1

How can I go about reading a specific line/lines from html in R?

I have "HTMLInternalDocument" object as a result of following code:

url<-myURL
html<-htmlTreeParse(url,useInternalNodes=T)

Now I need get a specific lines from this html object in text format to count number of characters in each lines for example.

How can I do that in R?

MrFlick
  • 195,160
  • 17
  • 277
  • 295
  • 1
    This question is so generic it's impossible to answer precisely. What lines do you want to extract? How can you identify them in the HTML source? YOu really should include sample data and desired output.

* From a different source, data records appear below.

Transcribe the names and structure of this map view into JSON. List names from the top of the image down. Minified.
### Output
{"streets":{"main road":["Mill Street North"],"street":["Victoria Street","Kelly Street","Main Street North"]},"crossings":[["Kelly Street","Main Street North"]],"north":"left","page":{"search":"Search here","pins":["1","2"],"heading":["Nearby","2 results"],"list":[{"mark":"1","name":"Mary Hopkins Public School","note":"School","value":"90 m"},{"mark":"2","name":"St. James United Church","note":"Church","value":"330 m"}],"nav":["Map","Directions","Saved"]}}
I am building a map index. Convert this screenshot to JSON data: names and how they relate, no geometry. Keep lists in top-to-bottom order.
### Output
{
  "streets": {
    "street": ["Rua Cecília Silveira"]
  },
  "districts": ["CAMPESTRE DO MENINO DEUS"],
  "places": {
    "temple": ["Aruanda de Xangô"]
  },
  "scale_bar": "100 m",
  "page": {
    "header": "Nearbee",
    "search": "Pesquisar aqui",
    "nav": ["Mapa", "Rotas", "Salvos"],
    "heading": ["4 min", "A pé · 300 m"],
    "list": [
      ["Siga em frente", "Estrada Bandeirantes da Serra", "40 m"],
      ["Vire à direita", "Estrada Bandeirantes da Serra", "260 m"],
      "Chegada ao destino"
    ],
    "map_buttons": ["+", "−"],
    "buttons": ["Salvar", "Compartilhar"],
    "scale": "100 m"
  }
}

See [how to make a reproducible example](http://stackoverflow.com/questions/5963269/how-to-make-a-great-r-reproducible-example) for more tips on how to make is possible for us to help you. – MrFlick Jul 27 '14 at 19:28
  • Once you have parsed the document its a parse tree so there are no lines. Read it in using `readLines` if you want it as lines. – G. Grothendieck Jul 27 '14 at 21:37

2 Answers2

0

Seeing that you are using the XML library, you will need to use one of the library's getNodeSet functions such as xpathApply. This requires some knowledge on xPaths, which the function uses to parse the HTMLInternalDocument. You can learn more by using ?xpathApply

Evan Kaminsky
  • 695
  • 10
  • 23
0

Using the XML library is over-complicating the problem. As Grothendieck pointed out readLines, a base function, will do the job. Something like this:

x <- 10 ## or any other index you want to subset on
html <- readLines(url)
html[x]
Conner M.
  • 1,954
  • 3
  • 19
  • 29